Заминка с ответом для Корицкого оказалась столь красноречивой, что он пояснил:
— Я имел в виду рисование.
— Рисую с детства, товарищ подполковник.
— Алексей Павлович, — подсказал Корицкий.
— Так точно, товарищ подполковник, — согласился Андрей с предложенным обращением и пробующе добавил: — Алексей Павлович.
— Была к этому тяга или способности проявились случайно?
— Так точно, случайно, товарищ Алексей Павлович. Мне подарили масляные краски, и я стал пробовать…
Корицкий улыбнулся, услышав столь необычно употребленное имя и отчество в сочетании со словом «товарищ». Однако поправлять лейтенанта не стал. Что с них взять, с этих гарнизонных строевых служак, зажатых рамками команд и командных слов, затянутых поясами и портупеями?
— Случайность счастливая, как вы считаете?
— Пока не знаю, — сказал Андрей, и Корицкому понравилось, что он не пытается ему поддакивать, хотя сделать это было совсем нетрудно.
— Как у вас с иностранными языками? — спросил Корицкий в таком тоне, будто задавал вопрос проходной, для их знакомства совсем несущественный.
— Знаю немецкий, — ответил Андрей. Причем сказал столь уверенно и твердо, что у Корицкого сразу возникло желание срезать лейтенанта на хвастовстве, доказать, что таким тоном следует говорить лишь в тех случаях, когда действительно знаешь язык без дураков, не по-школярски.
— Это всерьез? — тут же спросил Корицкий по-немецки. Спросил, не выделяя слов, как то делают учителя, а бегло, стремительно, выстрелив фразу как нечто единое, слитное. — Не обманываете ли вы себя, мой друг?
— Может быть, и обманываю, — ответил ему в том же беглом темпе Андрей. Слова слетали с его языка легко, свободно и аккуратно закруглялись там, где раздавалось едва заметное грассирование. — Но тогда я сам жертва обмана. Сами немцы говорили мне, что я кое-чего стою в их языке.
— Откуда у вас такой язык?! — спросил Корицкий ошеломленно. Последнюю фразу лейтенанта он слушал, закрыв глаза, и теперь, глядя на него, не мог отрешиться от мысли, что говорил здесь все же кто-то другой. По опыту Корицкий знал, сколь плохо, точнее, сколь отвратительно советская школа учит людей языкам. Получив документы о ее окончании, где в графе «немецкий язык» стоит оценка «отлично», многие выпускники школ на деле умеют произнести лишь: «Гутен морген» и сказать: «Их вайс нихт».
С давних времен Корицкий помнил анекдот, как некий православный иерей в духовной семинарии принимал экзамен по немецкому у отличника богословия. Тот бодро отбарабанил все положенные склонения и, довольный собой, ждал оценки. Иерей же густым солено-огуречным басом произнес:
— Немецкий, сын мой, ты знаешь изрядно. Но произношение у тебя, как бы это сказать деликатнее, — матерное…

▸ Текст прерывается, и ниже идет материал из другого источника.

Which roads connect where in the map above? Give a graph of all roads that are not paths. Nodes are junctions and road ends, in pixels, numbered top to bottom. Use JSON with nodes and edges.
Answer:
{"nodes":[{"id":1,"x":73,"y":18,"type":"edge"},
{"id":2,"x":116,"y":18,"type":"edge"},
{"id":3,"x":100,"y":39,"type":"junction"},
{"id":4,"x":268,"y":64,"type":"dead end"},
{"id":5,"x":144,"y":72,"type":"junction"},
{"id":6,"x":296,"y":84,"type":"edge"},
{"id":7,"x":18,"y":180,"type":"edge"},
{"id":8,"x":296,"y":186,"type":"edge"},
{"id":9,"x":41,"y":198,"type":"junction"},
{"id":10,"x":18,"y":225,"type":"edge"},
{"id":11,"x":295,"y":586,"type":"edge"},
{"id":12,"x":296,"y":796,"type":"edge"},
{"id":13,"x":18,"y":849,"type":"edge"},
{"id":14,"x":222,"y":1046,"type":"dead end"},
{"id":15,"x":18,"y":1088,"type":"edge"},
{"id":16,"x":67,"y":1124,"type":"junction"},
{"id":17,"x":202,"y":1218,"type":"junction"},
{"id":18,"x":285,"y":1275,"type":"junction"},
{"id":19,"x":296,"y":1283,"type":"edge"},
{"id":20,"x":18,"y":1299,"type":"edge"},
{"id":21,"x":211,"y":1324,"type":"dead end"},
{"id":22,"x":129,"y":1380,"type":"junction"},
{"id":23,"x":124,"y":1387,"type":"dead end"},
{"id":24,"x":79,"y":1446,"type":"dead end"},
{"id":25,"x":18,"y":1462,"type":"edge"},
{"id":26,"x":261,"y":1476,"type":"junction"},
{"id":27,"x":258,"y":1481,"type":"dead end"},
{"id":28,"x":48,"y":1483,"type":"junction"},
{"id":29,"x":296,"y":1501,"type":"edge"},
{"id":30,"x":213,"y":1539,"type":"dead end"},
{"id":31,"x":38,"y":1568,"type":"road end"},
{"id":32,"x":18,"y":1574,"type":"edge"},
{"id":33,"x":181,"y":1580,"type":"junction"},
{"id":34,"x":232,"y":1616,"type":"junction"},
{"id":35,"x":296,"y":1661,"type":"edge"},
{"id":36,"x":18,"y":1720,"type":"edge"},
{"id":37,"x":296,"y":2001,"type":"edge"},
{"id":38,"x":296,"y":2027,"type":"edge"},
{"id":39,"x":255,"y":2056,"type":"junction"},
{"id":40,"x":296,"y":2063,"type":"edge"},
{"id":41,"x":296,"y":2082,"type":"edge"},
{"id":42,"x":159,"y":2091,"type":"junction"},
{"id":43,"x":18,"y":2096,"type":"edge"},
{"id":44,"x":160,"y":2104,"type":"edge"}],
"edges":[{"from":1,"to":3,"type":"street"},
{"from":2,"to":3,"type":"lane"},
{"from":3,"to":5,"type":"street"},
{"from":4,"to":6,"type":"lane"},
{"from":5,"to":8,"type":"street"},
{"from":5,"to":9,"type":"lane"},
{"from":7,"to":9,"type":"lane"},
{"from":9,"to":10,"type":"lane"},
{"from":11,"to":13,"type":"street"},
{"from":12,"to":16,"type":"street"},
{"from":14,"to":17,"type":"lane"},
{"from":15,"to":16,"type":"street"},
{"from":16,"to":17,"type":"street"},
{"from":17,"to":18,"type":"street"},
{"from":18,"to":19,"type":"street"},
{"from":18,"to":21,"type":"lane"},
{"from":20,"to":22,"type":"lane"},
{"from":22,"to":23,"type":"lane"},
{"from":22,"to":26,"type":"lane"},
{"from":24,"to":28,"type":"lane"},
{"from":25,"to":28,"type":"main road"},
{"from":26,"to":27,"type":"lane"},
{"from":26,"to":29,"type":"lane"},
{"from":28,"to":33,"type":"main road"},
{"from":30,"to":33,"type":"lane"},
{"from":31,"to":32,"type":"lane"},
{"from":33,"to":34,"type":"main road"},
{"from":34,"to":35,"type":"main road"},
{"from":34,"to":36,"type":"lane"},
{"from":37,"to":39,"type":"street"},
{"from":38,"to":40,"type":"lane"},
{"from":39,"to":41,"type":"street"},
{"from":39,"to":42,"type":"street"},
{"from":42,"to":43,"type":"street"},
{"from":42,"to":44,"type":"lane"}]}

«Матерность» произношения советская школа прививала ученикам вместе с незнанием лексики. И вдруг Корицкий услышал язык, настоящий, живой, легкий, полный интонаций, характерных для старого мюнхенца.
— Так откуда у вас такой язык?
— Не понял, — сказал Андрей. — Что вас конкретно интересует? Когда я научился, кто меня научил или где я учился?
Корицкий с удивлением вскинул глаза на лейтенанта. Подумал с одобрением: эко проникает в вопросы! Другой бы ответил, не задумываясь, на первое, что ему почудилось главным, и счел ответ исчерпывающим. Лейтенант вышелушил из вопроса все, что можно было в него вложить, и потребовал уточнений. Ай, молодец!